English dark crystal is wonderful and has the raisin notes you are looking for. I use Bairds because that's what I can get locally but I'm sure TF and Simpsons are just as good.

Also, try to keep your recipes simple, 3 malts max I reckon.


----------



## bconnery (15/9/10)

goatherder said:


> I like to use country of origin malts when brewing to style. Try dropping the German malts from your bitters and give the English crystals a try.
> 
> English dark crystal is wonderful and has the raisin notes you are looking for. I use Bairds because that's what I can get locally but I'm sure TF and Simpsons are just as good.
> 
> Also, try to keep your recipes simple, 3 malts max I reckon.
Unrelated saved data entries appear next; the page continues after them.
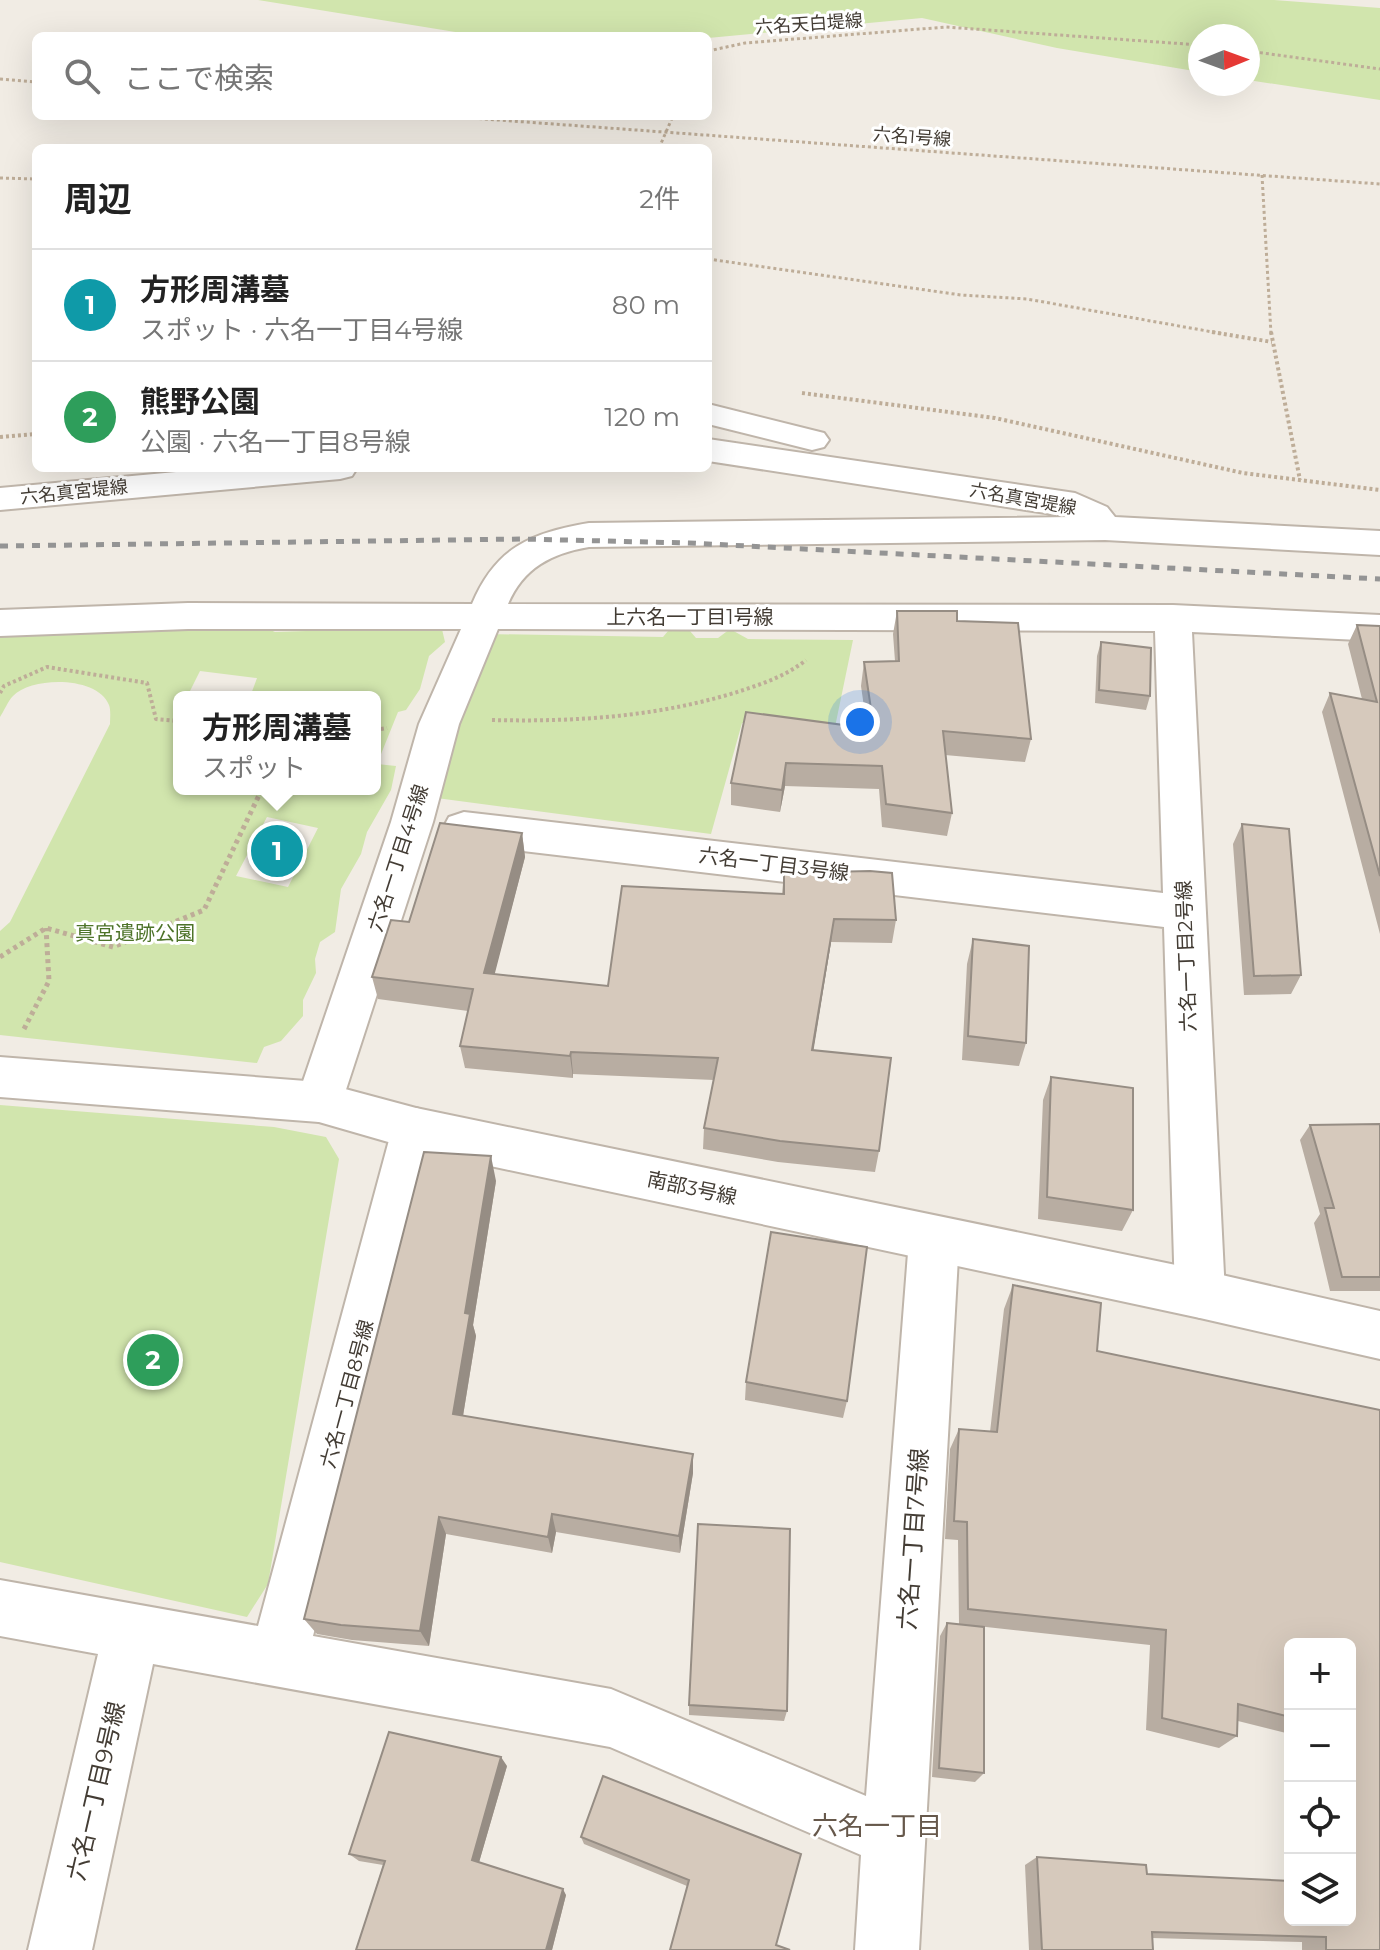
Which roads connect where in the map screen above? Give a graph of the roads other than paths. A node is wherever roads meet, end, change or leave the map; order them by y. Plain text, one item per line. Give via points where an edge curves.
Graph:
1 (712, 415) edge
2 (712, 451) edge
3 (225, 472) edge
4 (290, 472) edge
5 (177, 481) junction
6 (0, 499) edge
7 (1075, 504) junction
8 (1105, 528) junction
9 (1380, 543) edge
10 (483, 617) junction
11 (1173, 618) junction
12 (0, 623) edge
13 (1380, 628) edge
14 (412, 822) junction
15 (1184, 912) junction
16 (0, 1077) edge
17 (319, 1102) junction
18 (416, 1129) junction
19 (934, 1240) junction
20 (1200, 1294) junction
21 (1380, 1335) edge
22 (0, 1608) edge
23 (132, 1631) junction
24 (278, 1659) junction
25 (893, 1838) junction
26 (60, 1950) edge
27 (887, 1950) edge

1 - 7 street
2 - 7 street, 六名真宮堤線
3 - 5 street
4 - 5 street, 六名真宮堤線
5 - 6 street, 六名真宮堤線
7 - 8 street, 六名真宮堤線
8 - 9 street
8 - 10 street, 六名一丁目4号線 via 589,535 532,551 500,580
10 - 11 street, 上六名一丁目1号線
10 - 12 street, 上六名一丁目1号線 via 188,616
10 - 14 street, 六名一丁目4号線 via 439,724
11 - 13 street, 上六名一丁目1号線
11 - 15 street, 六名一丁目2号線
14 - 15 street, 六名一丁目3号線
14 - 17 street, 六名一丁目4号線
15 - 20 street, 六名一丁目2号線
16 - 17 street, 南部3号線
17 - 18 street, 南部3号線
18 - 19 street, 南部3号線
18 - 24 street, 六名一丁目8号線
19 - 20 street, 南部3号線
19 - 25 street, 六名一丁目7号線
20 - 21 street, 南部3号線
22 - 23 street
23 - 24 street
23 - 26 street, 六名一丁目9号線
24 - 25 street via 611,1718
25 - 27 street, 六名一丁目7号線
I think Bairds is the dark crystal I use too from memory, whatever Craftbrewer sells anyway. 
It definitely brings a raisin note. 

With regards to country of origin malts, this can make good beers no question but I still think its the choice of malt for desired flavour that is important. 
And Caraaroma is too good in an english ale in my book to not use sometimes.


----------



## MHB (15/9/10)

Lots of Dark Crystal, long cool mash and watch the mash out temperature, keep it well down in the mid 70's, I find Challenger hops brings out the character nicely.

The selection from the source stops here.